§ Task
In the data below, which lines contain "Route"? List them by copying each one.
◆ ◆ ◆
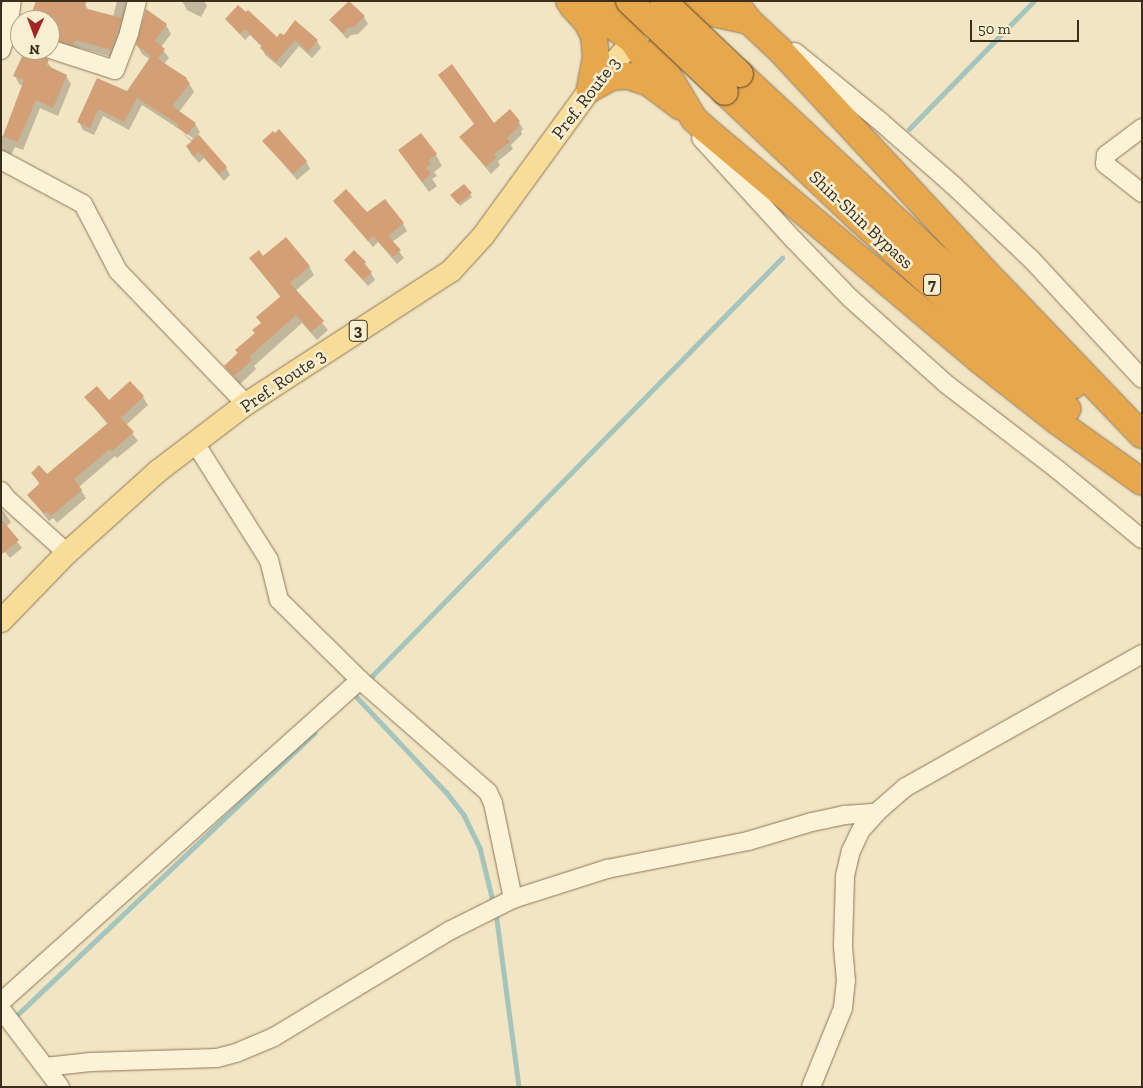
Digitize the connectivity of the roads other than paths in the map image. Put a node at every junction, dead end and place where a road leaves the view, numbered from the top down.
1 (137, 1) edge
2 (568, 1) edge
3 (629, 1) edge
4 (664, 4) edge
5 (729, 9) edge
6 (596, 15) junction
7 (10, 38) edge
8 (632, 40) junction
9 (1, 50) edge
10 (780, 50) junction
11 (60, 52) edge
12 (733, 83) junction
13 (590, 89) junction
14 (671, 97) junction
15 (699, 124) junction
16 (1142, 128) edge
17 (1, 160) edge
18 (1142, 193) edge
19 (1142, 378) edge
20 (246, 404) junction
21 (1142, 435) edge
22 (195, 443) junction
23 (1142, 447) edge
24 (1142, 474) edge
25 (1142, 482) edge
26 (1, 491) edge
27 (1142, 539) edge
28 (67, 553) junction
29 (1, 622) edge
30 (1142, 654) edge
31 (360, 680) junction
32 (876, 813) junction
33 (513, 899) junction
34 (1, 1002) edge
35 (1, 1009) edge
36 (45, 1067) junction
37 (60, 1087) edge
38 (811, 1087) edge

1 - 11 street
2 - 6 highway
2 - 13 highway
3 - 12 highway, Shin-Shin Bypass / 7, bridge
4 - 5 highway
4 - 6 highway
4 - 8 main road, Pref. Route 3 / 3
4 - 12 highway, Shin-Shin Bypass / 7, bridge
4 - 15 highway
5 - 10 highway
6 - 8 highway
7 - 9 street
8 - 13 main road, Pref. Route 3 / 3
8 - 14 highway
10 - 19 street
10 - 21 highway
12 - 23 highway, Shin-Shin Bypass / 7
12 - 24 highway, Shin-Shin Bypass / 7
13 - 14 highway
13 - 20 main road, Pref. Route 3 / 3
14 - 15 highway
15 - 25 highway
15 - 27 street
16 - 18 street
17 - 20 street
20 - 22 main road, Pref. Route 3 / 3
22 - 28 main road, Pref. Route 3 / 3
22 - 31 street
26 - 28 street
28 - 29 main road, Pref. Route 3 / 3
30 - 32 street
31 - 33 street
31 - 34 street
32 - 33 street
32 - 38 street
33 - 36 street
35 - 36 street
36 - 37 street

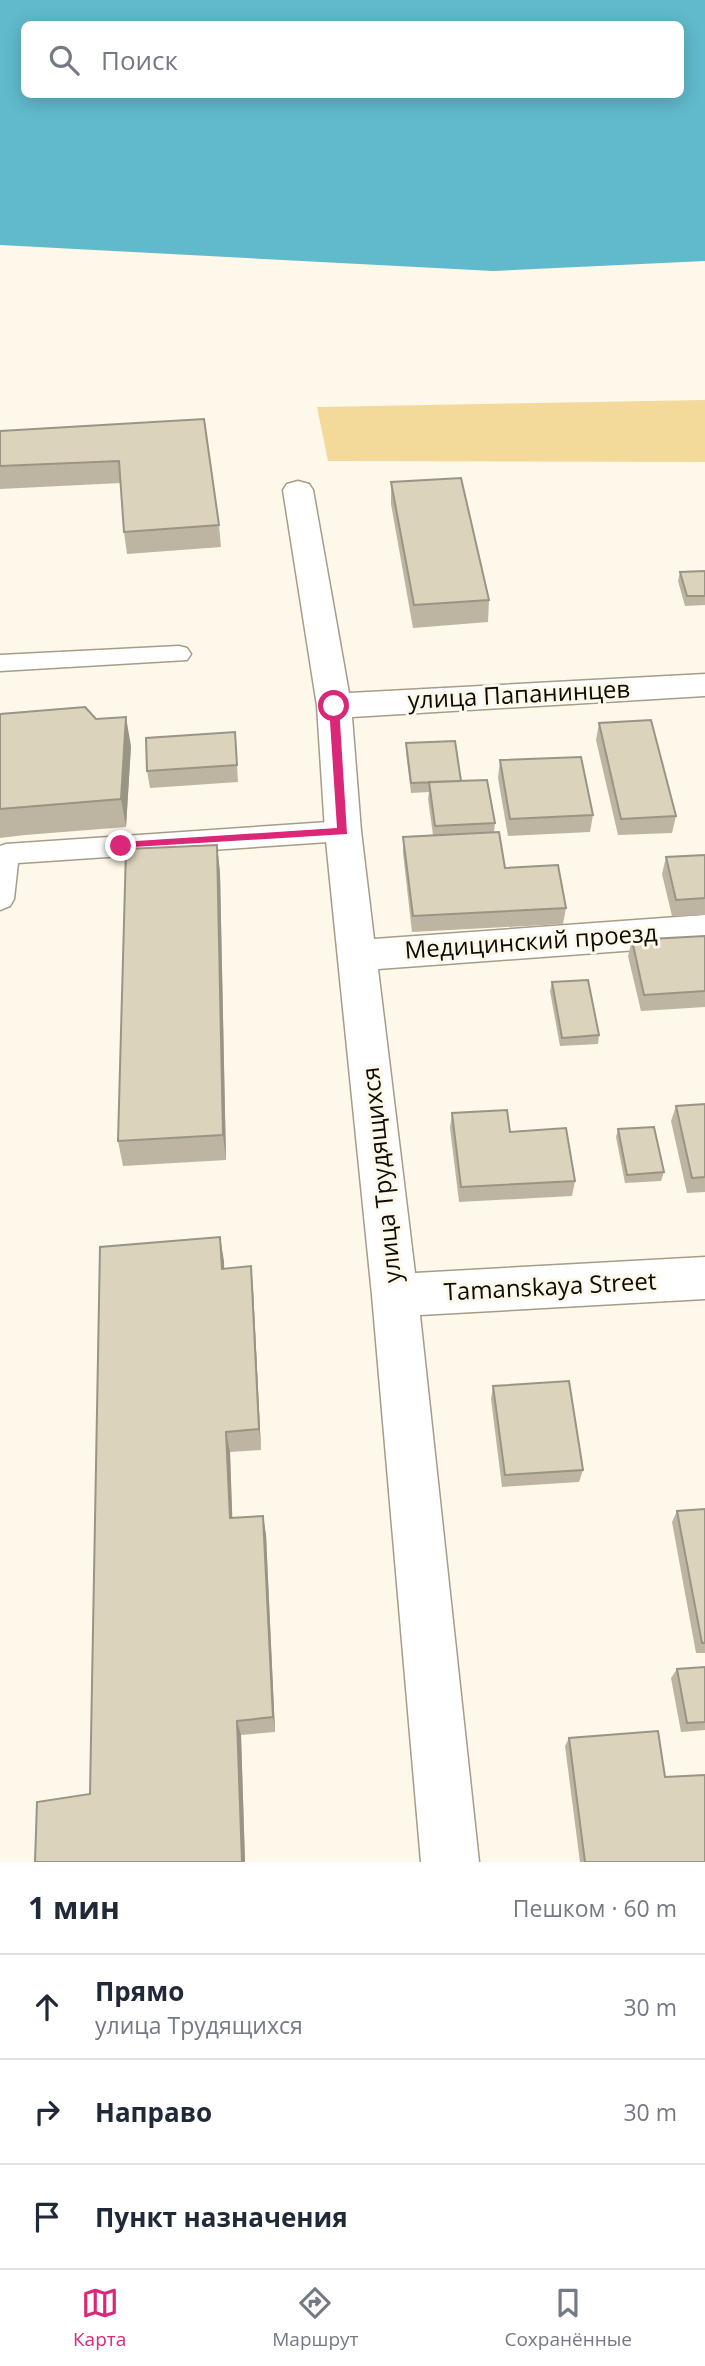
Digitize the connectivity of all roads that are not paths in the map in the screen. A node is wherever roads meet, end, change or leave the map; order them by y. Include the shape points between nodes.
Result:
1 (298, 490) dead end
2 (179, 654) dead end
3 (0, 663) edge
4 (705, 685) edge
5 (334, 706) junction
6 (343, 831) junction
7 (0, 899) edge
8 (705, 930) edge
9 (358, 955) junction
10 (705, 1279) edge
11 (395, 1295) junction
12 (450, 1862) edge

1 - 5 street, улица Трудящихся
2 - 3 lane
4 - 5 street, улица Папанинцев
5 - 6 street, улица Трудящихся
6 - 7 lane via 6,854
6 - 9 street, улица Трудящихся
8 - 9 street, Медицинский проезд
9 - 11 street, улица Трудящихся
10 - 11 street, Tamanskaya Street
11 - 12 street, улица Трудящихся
◆ ◆ ◆
§ Output below
4 - 8 main road, Pref. Route 3 / 3
8 - 13 main road, Pref. Route 3 / 3
13 - 20 main road, Pref. Route 3 / 3
20 - 22 main road, Pref. Route 3 / 3
22 - 28 main road, Pref. Route 3 / 3
28 - 29 main road, Pref. Route 3 / 3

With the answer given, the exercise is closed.